After Kennedy’s triumphant debates against Republican candidate Richard Nixon that September, the crowds immediately swelled, Cottone says.
On Nov. 8, 1960, John F. Kennedy was elected president by a mere 112,827 votes, the closest election since 1916. Despite his family’s Palm Beach home, this county voted for Nixon, as did the state.
JFK went to the White House — and then he went to Dallas.
“Three weeks before the assassination, I’d been to Texas on a different assignment for the Democratic National Committee, and I wrote a memo saying the animosity toward the federal government was so great it felt like a foreign country,” Cottone says.
On the day President Kennedy died, he and a friend were in a Merrill Lynch office in Washington when they saw everyone running toward the Teletype machine.
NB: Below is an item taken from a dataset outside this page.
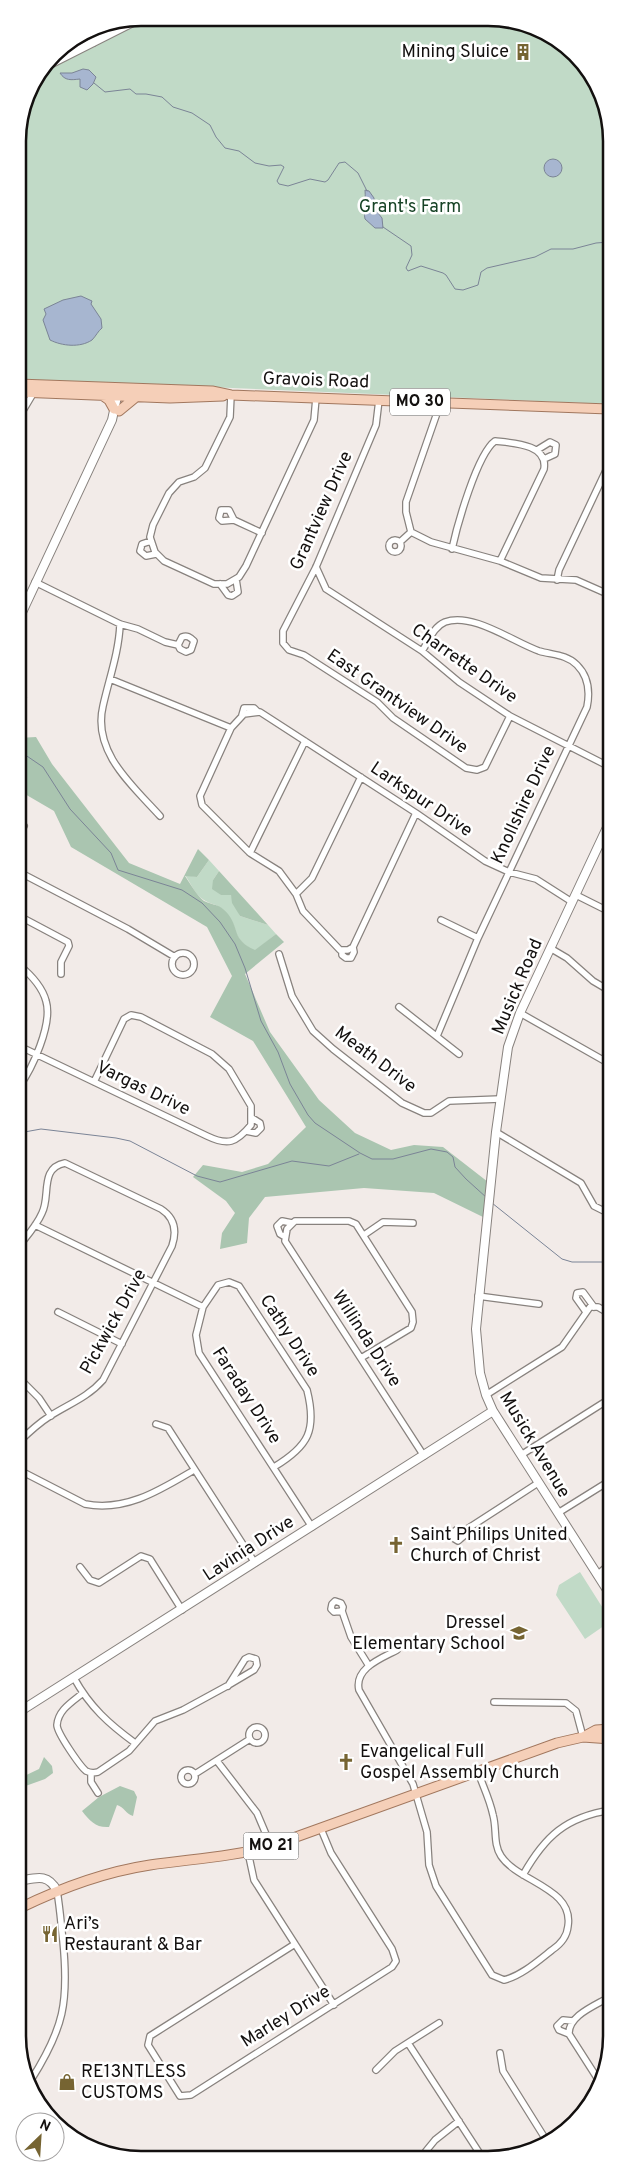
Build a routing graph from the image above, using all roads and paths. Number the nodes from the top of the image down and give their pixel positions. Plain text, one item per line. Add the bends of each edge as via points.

“I ran to the White House and met Jerry Bruno, the lead advance man. We were in shock. We cried. Our world fell apart. If you know you’re going to be fired in a month, or you’re working for a man whose campaign is not going well, that’s one thing. But this was so totally unexpected …”
Cottone went on to do advance work for Lyndon B. Johnson’s 1964 campaign, Robert F. Kennedy and Edmund Muskie.
“When Johnson was president, I rode on Air Force One once, and I called my father from the plane,” he says. “I told him I was going to Texas, and my father said, ‘Is that near Chicago?’ ” He smiles a sweet, sad little smile. “Not bad for a poor kid who didn’t have an indoor toilet until he was 7, huh?”
In 1968, while working for the U.S. Conference of Mayors in Washington, he started attending law school at night, driving the 50-mile round trip to Baltimore for four years.
“I figure I drove 80,000 miles to get that degree,” he says.
Cottone practiced law in Washington for 40 years and bought a condo in Boca Raton in 2004. He and his wife, Maria, retired there full-time two years ago.
Now he has a long list of speaking engagements set up in area retirement communities and colleges. He shares his memories, accompanied by a slide show.
There’s the telegram inviting him to Robert Kennedy’s Requiem Mass in St. Patrick’s Cathedral, a note from Ethel, Bobby’s widow, thanking him for his help, another from Teddy, “With my deepest gratitude.”
Fifty years.
On Nov. 22, men and women old enough to remember that day will pause to recall where they were when they heard the news, and wonder where the time went.
But not Mel Cottone.
“I don’t wait for Nov. 22 to come around,” he says. “I remember it all the time.”